Chavez has been boosting ties with Russia while tensions with the U.S. have grown, and he has bought more than $4 billion in Russian weapons. Chavez is also expecting a visit by Russian President Dmitry Medvedev starting Wednesday as part of a Latin American tour.

Recent election results set the stage for more tensions as lower oil prices and soaring inflation increase the pressure on Venezuela’s President.  Venezuela’s opposition cut into President Hugo Chávez’s majority during local elections on Nov. 23, setting the stage for increased political tensions.

The opposition, a fractious coalition of more than a dozen political parties united only by their dislike of Chávez, won five of the country’s 22 contested governorships, including those for the country’s three most populous states, as well as the Caracas mayor’s office.

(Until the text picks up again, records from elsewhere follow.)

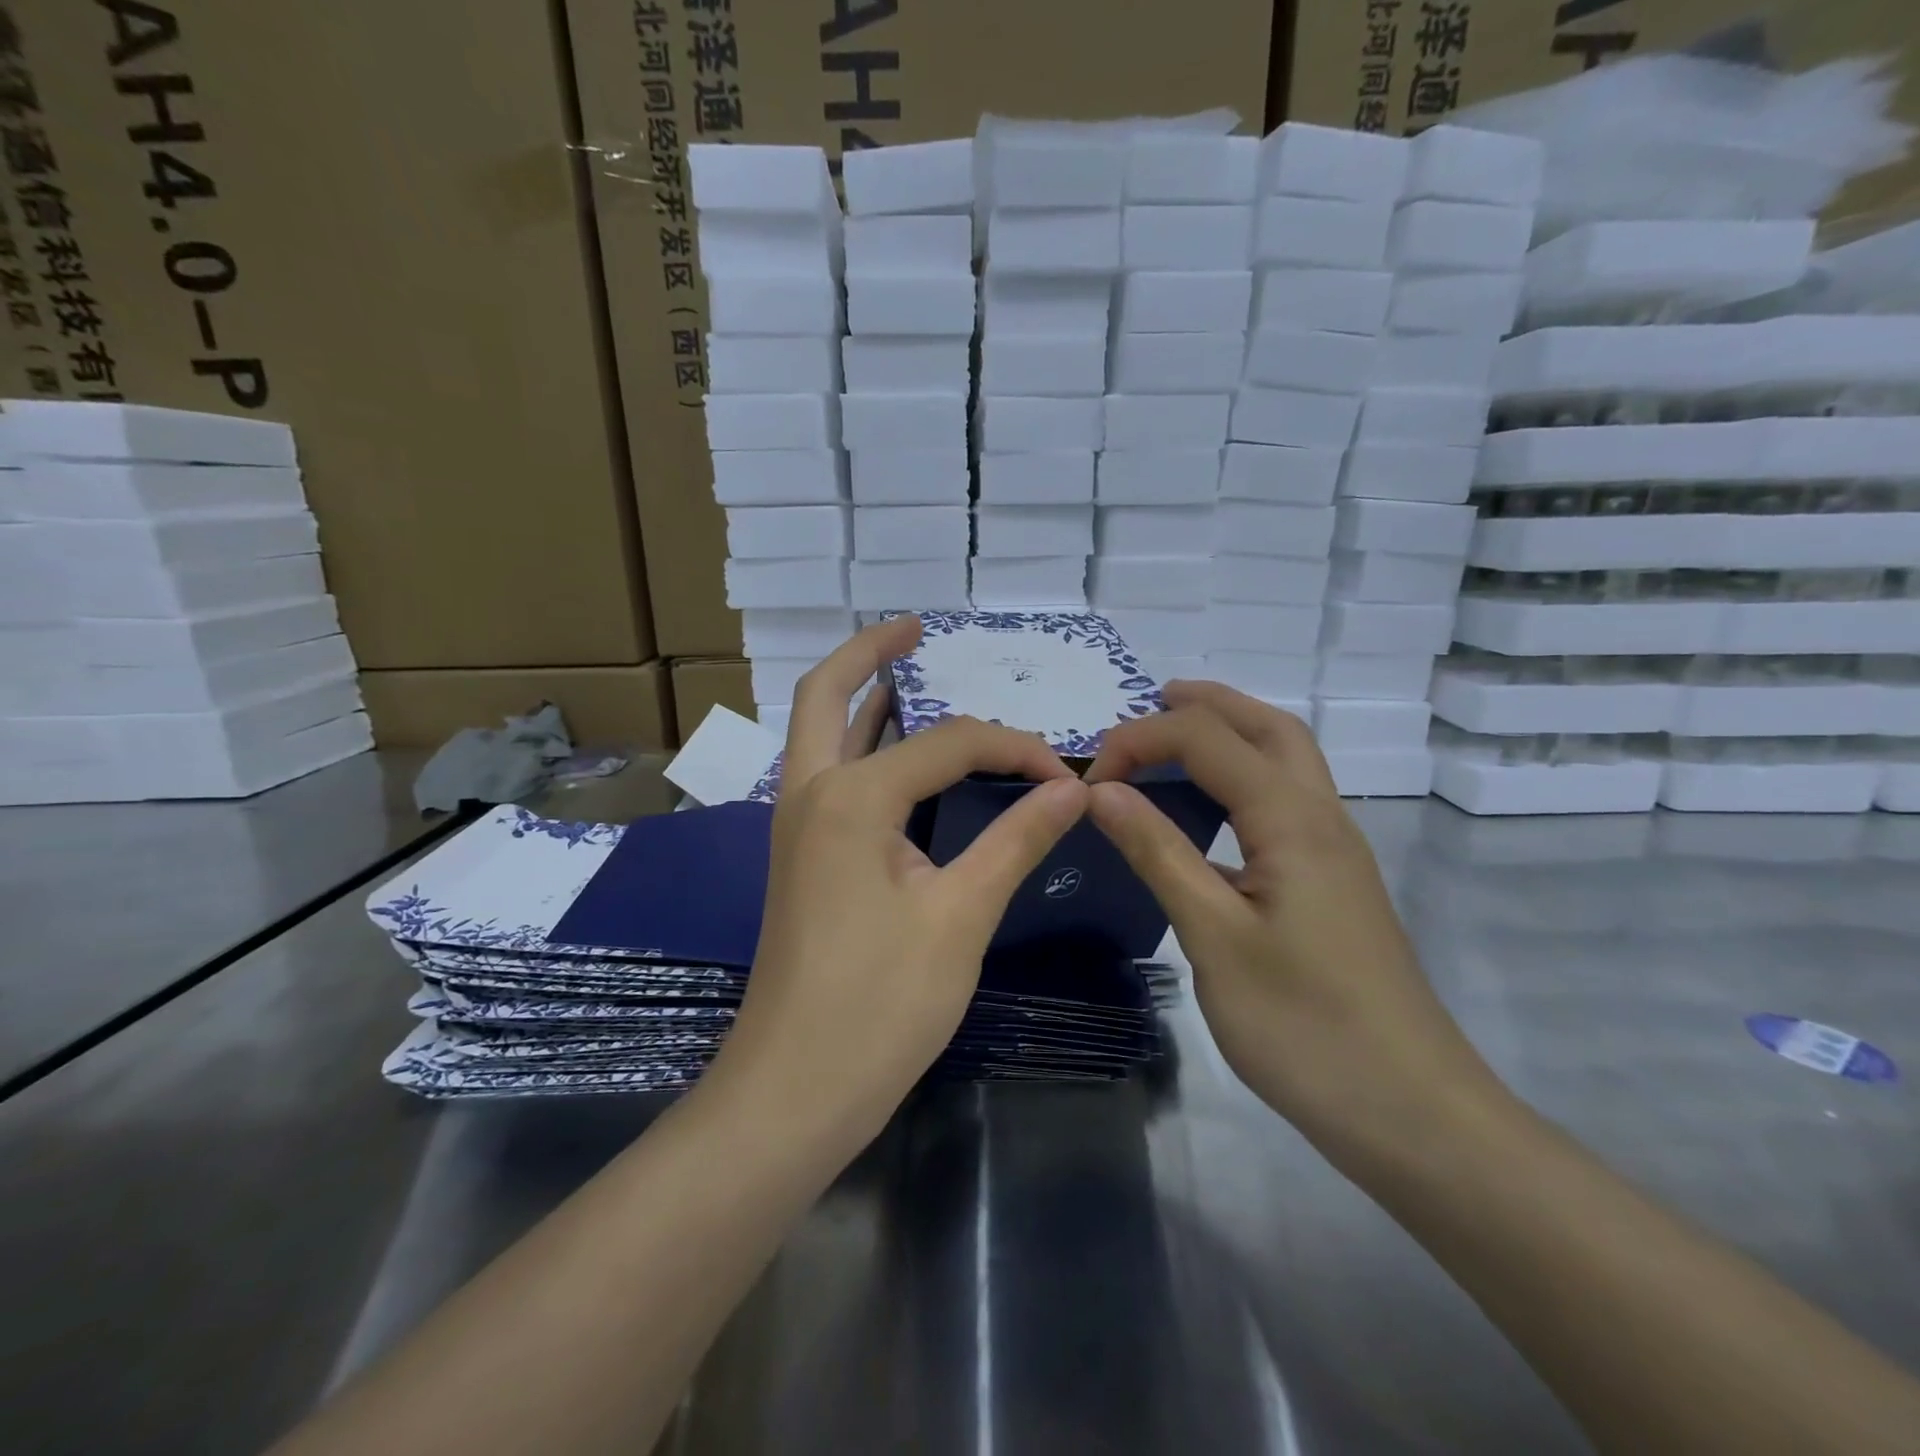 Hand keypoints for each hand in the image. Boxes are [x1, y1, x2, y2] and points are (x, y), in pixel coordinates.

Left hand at [711, 616, 1090, 1143]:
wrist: (794, 1091)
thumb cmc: (881, 1005)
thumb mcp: (962, 916)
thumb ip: (1016, 840)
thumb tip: (1074, 789)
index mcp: (849, 797)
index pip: (948, 742)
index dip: (1014, 750)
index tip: (1067, 780)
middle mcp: (810, 793)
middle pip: (827, 694)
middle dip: (871, 652)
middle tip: (918, 628)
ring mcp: (797, 825)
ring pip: (822, 733)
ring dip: (861, 696)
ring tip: (914, 675)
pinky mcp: (803, 856)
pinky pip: (832, 775)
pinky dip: (864, 746)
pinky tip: (907, 759)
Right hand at [1085, 681, 1496, 1145]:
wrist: (1411, 1111)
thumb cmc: (1304, 1026)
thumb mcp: (1214, 937)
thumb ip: (1158, 853)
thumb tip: (1102, 791)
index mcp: (1292, 820)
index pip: (1207, 739)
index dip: (1140, 741)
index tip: (1088, 782)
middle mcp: (1322, 818)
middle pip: (1268, 727)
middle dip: (1207, 704)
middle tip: (1150, 702)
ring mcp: (1335, 851)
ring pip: (1287, 760)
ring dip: (1232, 733)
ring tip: (1175, 738)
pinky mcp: (1334, 883)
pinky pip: (1287, 800)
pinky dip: (1244, 777)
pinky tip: (1212, 812) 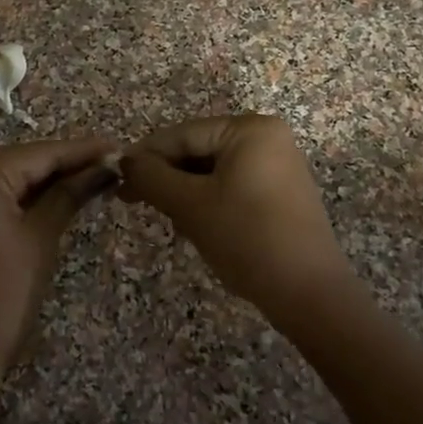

Candidates of Chávez’s new United Socialist Party of Venezuela won the remaining 17, largely in the country’s less populated rural areas. Before the vote, the opposition held only two statehouses.

Venezuela, the fourth-largest oil supplier to the U.S., is facing a difficult 2009, especially in the face of falling oil prices. Revenue from oil makes up more than 90% of the country’s exports and provides the government with 50% of its money. Prices for Venezuelan crude, which is tilted toward less costly heavy oils, have fallen more than 70% since they topped $132 a barrel in July. Last week, the price closed at $40.68.

Analysts have estimated that Chávez needs oil at a price of at least $80 a barrel to cover current expenditures.